Calcitonin (Miacalcin) is an FDA-approved 32 amino acid polypeptide hormone used for the treatment of postmenopausal osteoporosis, Paget's disease of bone, and hypercalcemia. The commercially used form is synthetic salmon calcitonin, which is approximately 40–50 times more potent than human calcitonin on a weight basis and has a longer duration of action, making it clinically preferable.

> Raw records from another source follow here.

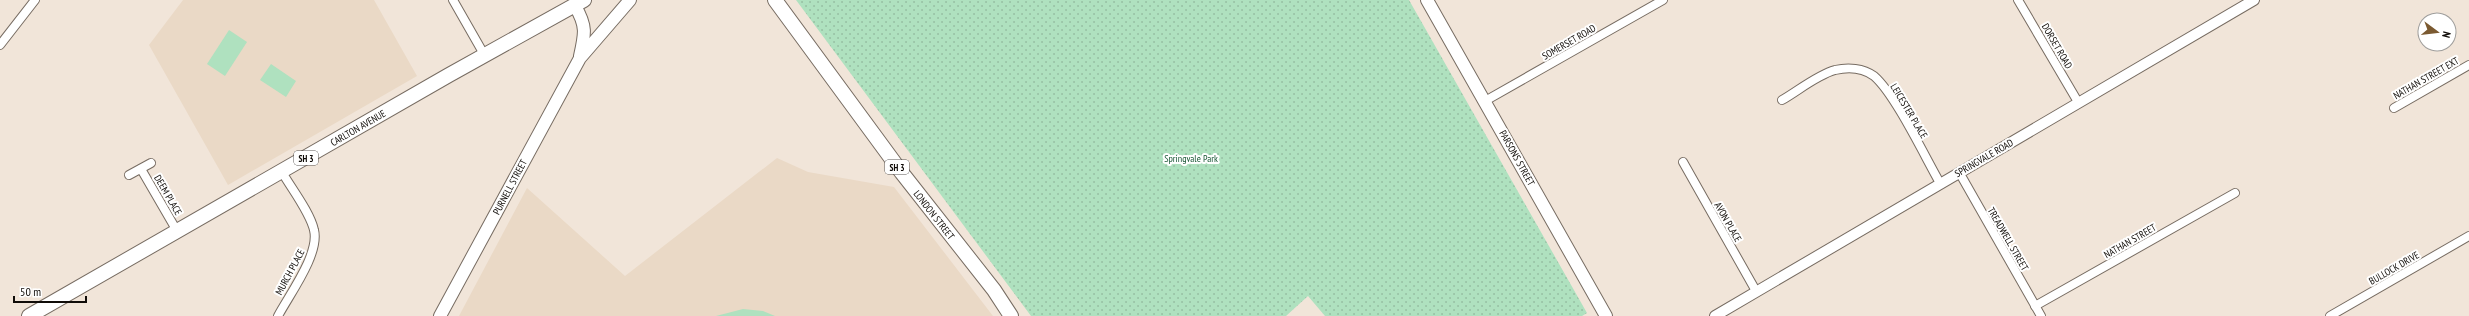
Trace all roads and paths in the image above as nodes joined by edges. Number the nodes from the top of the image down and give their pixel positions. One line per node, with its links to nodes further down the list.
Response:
1 (35, 0): 13 (street)
2 (453, 0): 14 (street)
3 (630, 0): 15 (main road, PURNELL STREET)
4 (765, 0): 12 (highway, LONDON STREET / SH 3)
5 (775, 0): 12 (highway, LONDON STREET / SH 3)
6 (780, 0): 12 (highway)
7 (1427, 0): 18 (main road, PARSONS STREET)
8 (1663, 0): 18 (street, SOMERSET ROAD)
9 (2018, 0): 19 (street, DORSET ROAD)
10 (2254, 0): 19 (street, SPRINGVALE ROAD)
11 (579, 3): 14 (highway, CARLTON AVENUE / SH 3); 15 (main road, PURNELL STREET)
12 (786, 16): 36 (highway, LONDON STREET / SH 3)
13 (0, 45)
14 (485, 56): 24 (highway, CARLTON AVENUE / SH 3)
15 (580, 58): 35 (main road, PURNELL STREET)
16 (2469, 65): 20 (street, NATHAN STREET EXT)
17 (1782, 100): 27 (street, LEICESTER PLACE)
18 (1485, 101): 37 (main road, PARSONS STREET)
19 (2078, 102): 25 (street, SPRINGVALE ROAD)
20 (2394, 108)
21 (1683, 162): 31 (street, AVON PLACE)
22 (151, 163): 23 (street, DEEM PLACE)
23 (140, 169): 26 (street, DEEM PLACE); 29 (street, DEEM PLACE)
24 (282, 172): 29 (highway, CARLTON AVENUE / SH 3); 34 (street, MURCH PLACE)
25 (1958, 172): 27 (street, SPRINGVALE ROAD); 32 (street, TREADWELL STREET)
26 (128, 175)
27 (1940, 183): 31 (street, SPRINGVALE ROAD)
28 (2235, 193): 32 (street, NATHAN STREET)
29 (177, 232): 33 (highway, CARLTON AVENUE / SH 3)
30 (2469, 236): 40 (street, BULLOCK DRIVE)
31 (1756, 291): 38 (street, SPRINGVALE ROAD)
32 (2035, 306): 39 (street, TREADWELL STREET)
33 (29, 316)
34 (278, 316)
35 (440, 316)
36 (1011, 316)
37 (1606, 316)
38 (1715, 316)
39 (2040, 316)
40 (2330, 316)

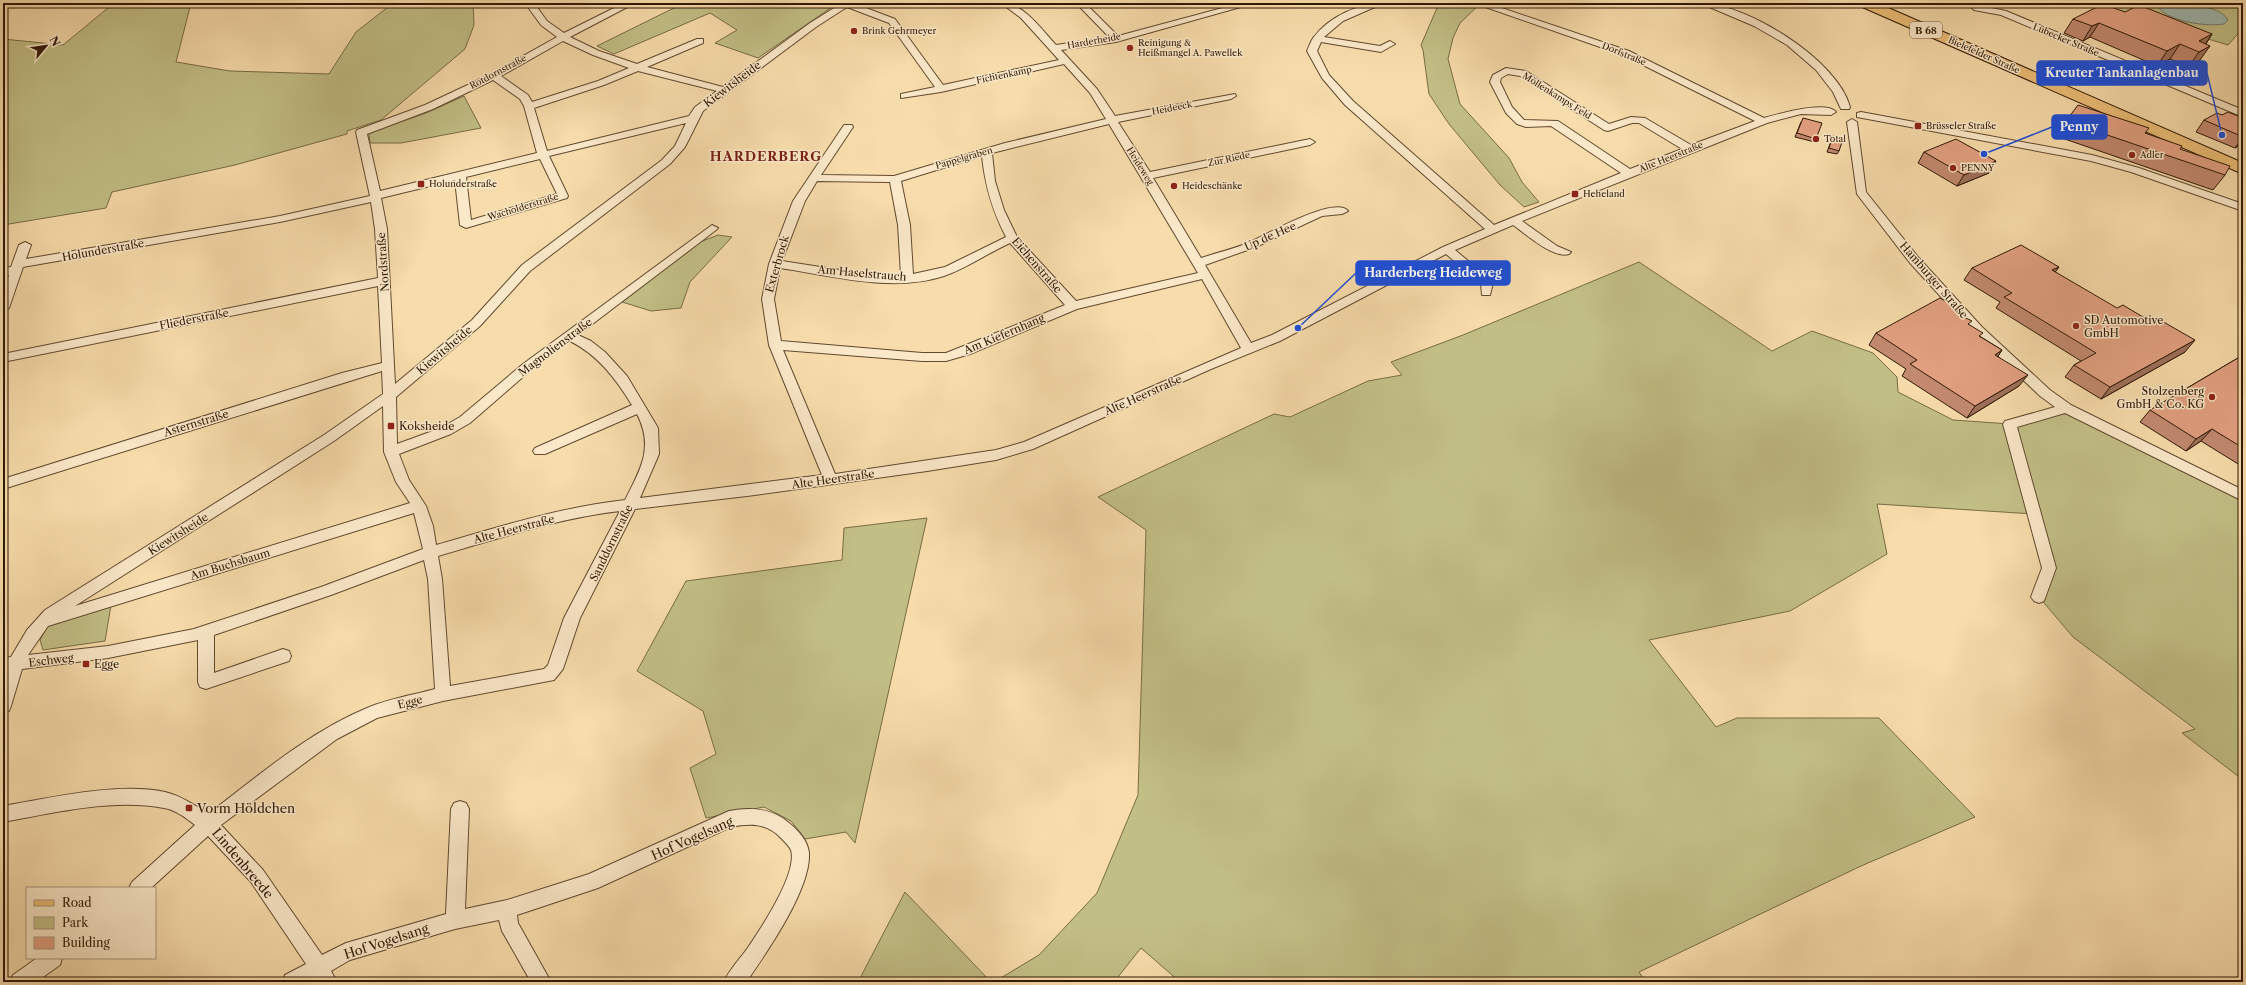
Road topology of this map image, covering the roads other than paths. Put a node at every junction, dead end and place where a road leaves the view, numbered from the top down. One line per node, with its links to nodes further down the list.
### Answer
1 (529, 3): 14 (street)
2 (631, 3): 14 (street, Rotdornstraße)
3 (848, 3): 23 (street); 24 (street, Kiewitsheide)
4 (1005, 3): 19 (street, Heideweg)
5 (1080, 3): 15 (street)
6 (1215, 3): 13 (street)
7 (1251, 3): 13 (street, Harderheide)
8 (1380, 3): 16 (street)
9 (1478, 3): 33 (street, Dorfstraße)
10 (1704, 3): 28 (street)
11 (1865, 3): 40 (main road, Bielefelder Straße / B 68)
12 (1981, 5): 29 (street, Lübecker Straße)
13 (1224, 10): 15 (street, Harderheide)
14 (563, 36): 21 (street); 22 (street, Rotdornstraße)
15 (1116, 39): 19 (street, Harderheide)
16 (1317, 39): 18 (street); 51 (street)
17 (700, 41): 21 (street)
18 (1390, 44)
19 (1054, 48): 20 (street, Heideweg)
20 (1066, 61): 23 (street, Fichtenkamp); 32 (street, Heideweg)
21 (636, 67): 24 (street); 27 (street)
22 (494, 76): 27 (street, Wacholderstraße); 35 (street, Rotdornstraße)
23 (941, 88): 25 (street, Fichtenkamp)
24 (723, 90): 30 (street, Kiewitsheide)
25 (905, 96)
26 (1231, 96): 32 (street, Heideeck)
27 (529, 106): 39 (street, Wacholderstraße)
28 (1845, 107): 31 (street); 31 (street)
29 (2243, 114)
30 (693, 118): 39 (street, Holunderstraße); 71 (street, Kiewitsheide)
31 (1848, 118): 33 (street, Alte Heerstraße); 47 (street); 73 (street, Hamburger Straße)
32 (1113, 121): 38 (street, Pappelgraben); 43 (street, Heideweg)
33 (1763, 121): 37 (street, Alte Heerstraße)
34 (848, 127): 44 (street, Exterbrock)
35 (361, 132): 46 (street, Nordstraße)
36 (1310, 142): 43 (street, Zur Riede)
37 (1690, 149): 42 (street, Alte Heerstraße); 42 (street, Möllenkamps Feld)
38 (987, 151): 45 (street, Pappelgraben); 52 (street, Eichenstraße)
39 (543, 154): 41 (street, Holunderstraße); 41 (street, Wacholderstraße)
40 (2243, 169)
41 (460, 174): 46 (street, Holunderstraße)
42 (1630, 174): 49 (street, Alte Heerstraße)
43 (1148, 176): 56 (street, Heideweg)
44 (814, 178): 45 (street, Pappelgraben); 57 (street, Exterbrock)
45 (894, 179): 61 (street)
46 (376, 197): 58 (street, Holunderstraße); 62 (street, Nordstraße)
47 (2243, 208)
48 (1342, 210): 56 (street, Up de Hee)
49 (1514, 220): 51 (street, Alte Heerstraße); 55 (street)
50 (712, 228): 66 (street, Magnolienstraße)
51 (1493, 230): 54 (street, Alte Heerstraße)
52 (1012, 238): 61 (street, Am Haselstrauch); 64 (street, Eichenstraße)
53 (26, 245): 58 (street)
54 (1447, 249): 63 (street); 68 (street, Alte Heerstraße)
55 (1565, 252)
56 (1198, 263): 60 (street, Heideweg)
57 (775, 264): 61 (street, Am Haselstrauch); 67 (street, Exterbrock)
58 (18, 267): 59 (street, Holunderstraße); 65 (street)
59 (3, 272)
60 (1205, 275): 64 (street, Am Kiefernhang); 68 (street, Heideweg)
61 (907, 279)
62 (384, 281): 69 (street, Fliederstraße); 70 (street, Nordstraße)
63 (1486, 292)
64 (1073, 306): 67 (street, Am Kiefernhang)
65 (3, 308)
66 (569, 335): 72 (street, Sanddornstraße); 75 (street, Magnolienstraße)
67 (775, 345): 76 (street, Exterbrock)
68 (1248, 349): 76 (street, Alte Heerstraße)
69 (3, 358)
70 (389, 365): 71 (street, Nordstraße); 77 (street, Asternstraße)
71 (390, 394): 75 (street); 83 (street, Kiewitsheide)
72 (640, 407): 74 (street); 79 (street, Sanddornstraße)
73 (2066, 408): 78 (street, Hamburger Straße); 82 (street)
74 (540, 451)
75 (391, 452): 80 (street)
76 (831, 478): 79 (street, Alte Heerstraße)
77 (3, 484)
78 (2243, 496)
79 (630, 503): 81 (street, Alte Heerstraße); 87 (street, Sanddornstraße)
80 (419, 506): 81 (street); 83 (street, Am Buchsbaum)
81 (431, 552): 84 (street, Alte Heerstraße); 88 (street)
82 (2039, 597)
83 (40, 623): 86 (street, Kiewitsheide)
84 (200, 634): 85 (street); 86 (street, Eschweg)
85 (283, 656)
86 (9, 665): 89 (street, Kiewitsheide)
87 (548, 675): 88 (street, Egge)
88 (443, 694): 92 (street, Egge)
89 (3, 706)
90 (460, 809): 95 (street)
91 (3, 814): 92 (street, Lindenbreede)
92 (210, 823): 93 (street); 97 (street, Lindenbreede)
93 (139, 887)
94 (507, 910): 95 (street, Hof Vogelsang); 100 (street); 101 (street, Hof Vogelsang)
95 (455, 920): 97 (street, Hof Vogelsang)
96 (52, 959): 98 (street)
97 (323, 974): 99 (street, Hof Vogelsang)
98 (20, 982)
99 (292, 982)
100 (541, 982)
101 (734, 982)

Calcitonin binds to specific calcitonin receptors (CTRs) expressed predominantly on osteoclasts, the bone-resorbing cells. Receptor activation via Gs-coupled cAMP signaling and Gq-coupled phospholipase C activation leads to a rapid cytoskeletal reorganization in osteoclasts — the ruffled border retracts and the cell loses its characteristic polarized morphology. This functional inactivation halts the secretion of hydrochloric acid and cathepsin K that drive bone matrix dissolution. With sustained exposure, osteoclast cell numbers also decrease. The net effect is reduced bone resorption and a fall in serum calcium and phosphate. In the kidney, calcitonin promotes renal excretion of calcium, phosphate, sodium, magnesium, and potassium by inhibiting tubular reabsorption. Calcitonin also has central analgesic properties, mediated through elevated beta-endorphin levels, contributing to its use in Paget's disease-associated bone pain.

The PROOF study (5 years, 1,255 postmenopausal women) demonstrated that 200 IU/day intranasal calcitonin reduced vertebral fracture risk by 33% compared to placebo. Lumbar spine bone mineral density increased modestly (+1.5% over 5 years). However, subsequent reviews by the FDA (2013) identified a possible increased risk of malignancy with long-term use, leading to a label update. Calcitonin is no longer a first-line agent for osteoporosis — bisphosphonates and denosumab are preferred — but it retains a role in acute hypercalcemia and Paget's disease management.